** Input data **
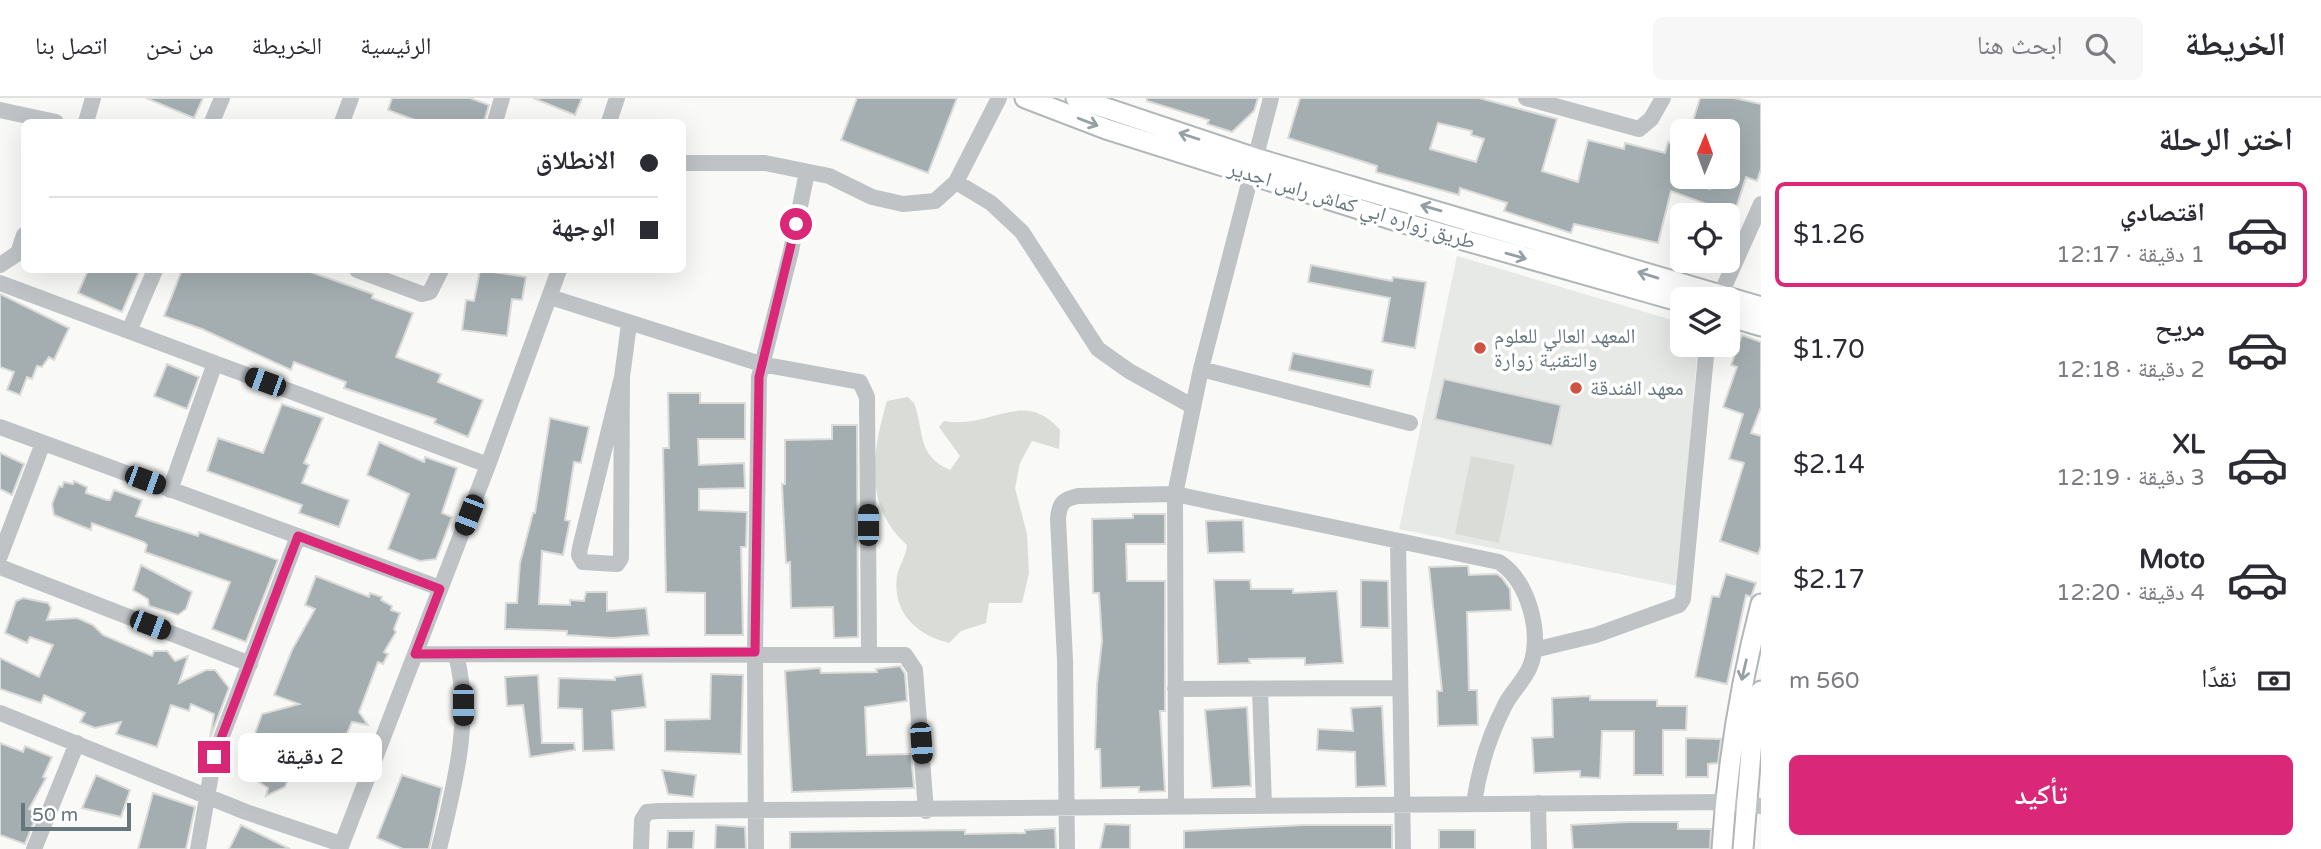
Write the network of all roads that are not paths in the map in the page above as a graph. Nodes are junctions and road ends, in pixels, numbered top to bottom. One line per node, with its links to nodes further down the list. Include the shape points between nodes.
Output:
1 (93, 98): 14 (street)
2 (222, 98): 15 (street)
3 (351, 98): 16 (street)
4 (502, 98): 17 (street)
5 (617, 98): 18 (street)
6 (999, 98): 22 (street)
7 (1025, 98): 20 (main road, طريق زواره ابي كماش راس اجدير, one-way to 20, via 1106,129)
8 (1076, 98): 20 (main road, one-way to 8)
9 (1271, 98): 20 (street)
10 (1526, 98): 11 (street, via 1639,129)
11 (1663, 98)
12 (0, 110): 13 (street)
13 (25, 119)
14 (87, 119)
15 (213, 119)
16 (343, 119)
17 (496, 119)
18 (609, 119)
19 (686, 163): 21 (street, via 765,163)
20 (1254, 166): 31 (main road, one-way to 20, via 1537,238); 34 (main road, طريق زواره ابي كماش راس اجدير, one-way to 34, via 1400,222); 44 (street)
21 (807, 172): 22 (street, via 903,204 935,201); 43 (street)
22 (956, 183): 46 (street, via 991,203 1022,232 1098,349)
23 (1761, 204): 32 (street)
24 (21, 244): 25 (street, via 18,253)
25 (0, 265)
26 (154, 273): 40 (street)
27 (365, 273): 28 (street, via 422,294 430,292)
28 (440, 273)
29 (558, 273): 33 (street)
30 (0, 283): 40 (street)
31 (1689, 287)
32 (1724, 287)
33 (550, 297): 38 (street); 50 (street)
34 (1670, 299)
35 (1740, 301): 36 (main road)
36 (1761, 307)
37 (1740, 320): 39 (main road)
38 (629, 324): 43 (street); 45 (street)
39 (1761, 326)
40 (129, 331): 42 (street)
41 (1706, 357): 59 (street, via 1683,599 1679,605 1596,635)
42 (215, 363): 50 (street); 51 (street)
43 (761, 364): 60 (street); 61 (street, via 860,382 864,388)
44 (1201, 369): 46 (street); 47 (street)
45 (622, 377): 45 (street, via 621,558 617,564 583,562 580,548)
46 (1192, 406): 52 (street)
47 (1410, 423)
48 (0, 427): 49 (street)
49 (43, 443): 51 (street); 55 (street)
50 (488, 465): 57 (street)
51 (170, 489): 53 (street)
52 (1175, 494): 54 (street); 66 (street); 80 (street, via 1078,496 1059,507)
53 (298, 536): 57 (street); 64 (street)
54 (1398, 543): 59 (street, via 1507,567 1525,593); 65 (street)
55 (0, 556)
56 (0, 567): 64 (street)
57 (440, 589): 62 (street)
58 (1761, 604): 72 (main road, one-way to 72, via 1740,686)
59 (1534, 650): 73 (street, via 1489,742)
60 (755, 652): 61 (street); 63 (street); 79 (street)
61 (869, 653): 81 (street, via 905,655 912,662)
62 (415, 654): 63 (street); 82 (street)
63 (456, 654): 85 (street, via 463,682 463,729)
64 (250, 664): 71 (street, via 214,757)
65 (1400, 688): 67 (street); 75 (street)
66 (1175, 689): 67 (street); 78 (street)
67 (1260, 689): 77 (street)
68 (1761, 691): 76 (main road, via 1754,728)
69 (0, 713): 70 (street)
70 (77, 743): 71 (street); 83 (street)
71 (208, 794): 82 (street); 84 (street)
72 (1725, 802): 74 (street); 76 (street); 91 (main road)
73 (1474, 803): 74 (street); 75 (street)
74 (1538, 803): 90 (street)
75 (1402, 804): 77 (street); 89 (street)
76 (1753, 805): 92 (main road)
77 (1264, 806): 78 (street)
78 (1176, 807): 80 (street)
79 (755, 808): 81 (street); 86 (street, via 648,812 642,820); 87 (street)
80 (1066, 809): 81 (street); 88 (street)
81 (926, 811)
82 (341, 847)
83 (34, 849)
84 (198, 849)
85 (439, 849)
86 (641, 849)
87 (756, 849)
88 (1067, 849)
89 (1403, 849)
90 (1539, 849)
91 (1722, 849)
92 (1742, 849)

--

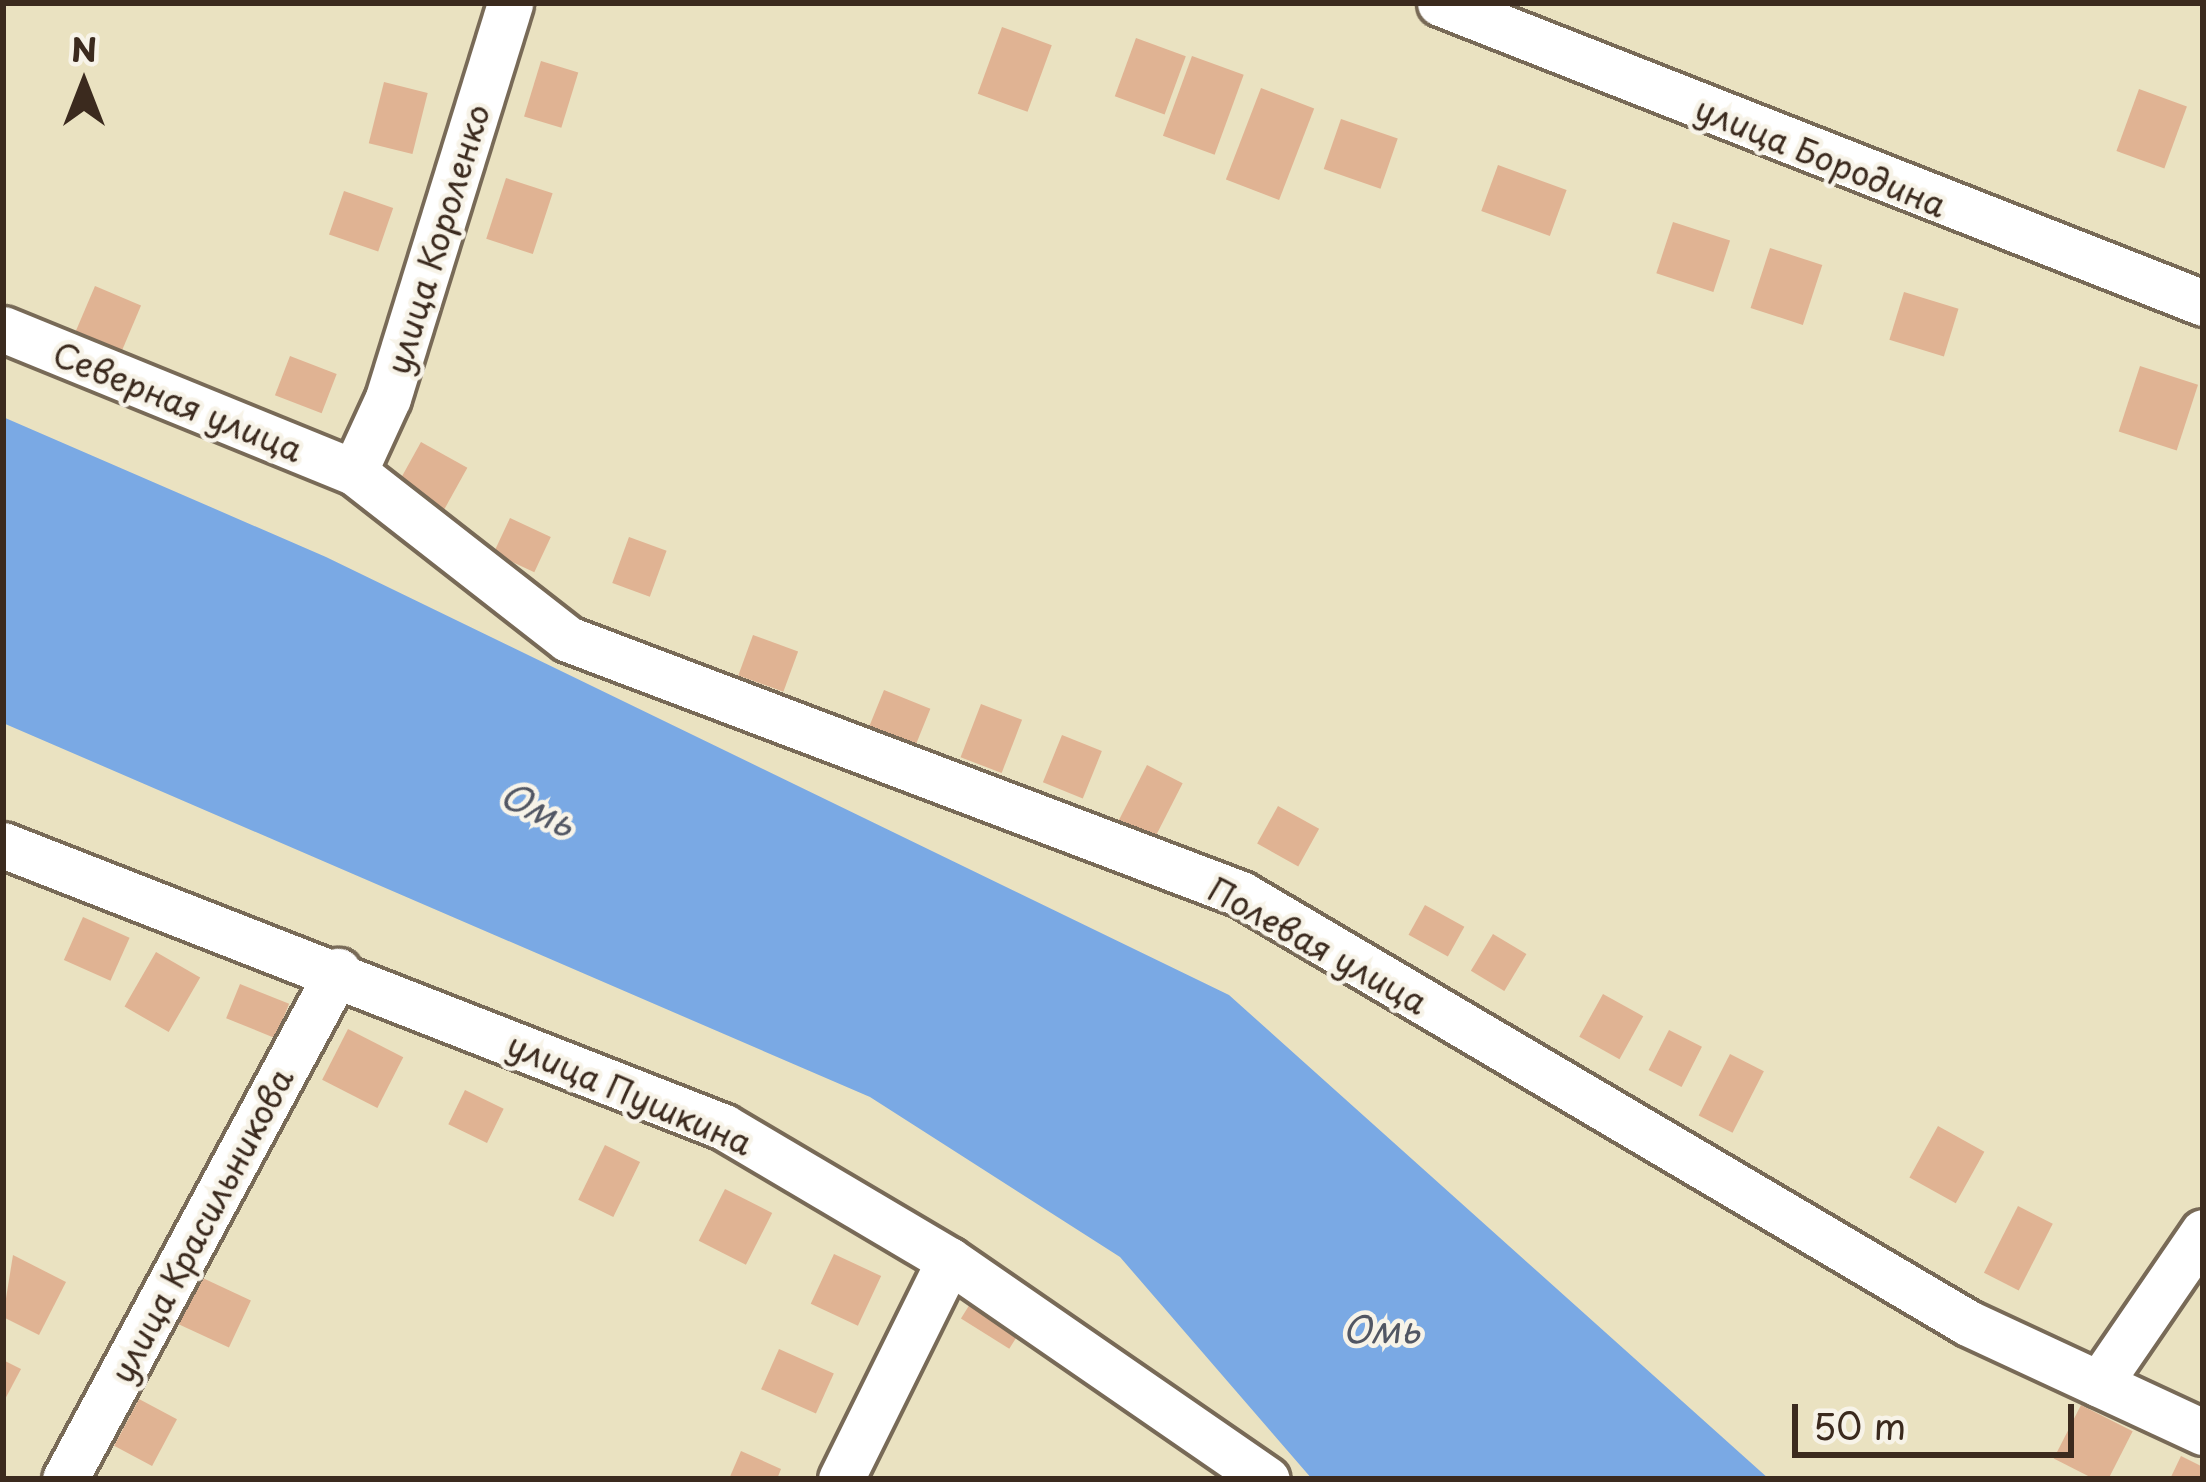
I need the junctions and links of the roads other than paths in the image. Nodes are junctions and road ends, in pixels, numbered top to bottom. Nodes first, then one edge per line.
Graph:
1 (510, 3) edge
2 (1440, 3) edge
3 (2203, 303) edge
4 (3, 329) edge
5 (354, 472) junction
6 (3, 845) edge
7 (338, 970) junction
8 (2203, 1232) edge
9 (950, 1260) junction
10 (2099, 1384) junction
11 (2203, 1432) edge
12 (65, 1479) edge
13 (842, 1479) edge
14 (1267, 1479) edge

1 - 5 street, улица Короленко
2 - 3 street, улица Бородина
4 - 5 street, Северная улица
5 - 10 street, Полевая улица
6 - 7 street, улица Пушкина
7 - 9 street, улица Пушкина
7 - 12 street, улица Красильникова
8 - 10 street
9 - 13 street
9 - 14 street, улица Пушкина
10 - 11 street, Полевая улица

** Brief **
The lines to return are those with the string "bottom" in them; copy each from the entries above.

** Reply to the task **
Write the network of all roads that are not paths in the map in the page above as a graph. Nodes are junctions and road ends, in pixels, numbered top to bottom. One line per node, with its links to nodes further down the list. Include the shape points between nodes.
I need the junctions and links of the roads other than paths in the image. Nodes are junctions and road ends, in pixels, numbered top to bottom. Nodes first, then one edge per line.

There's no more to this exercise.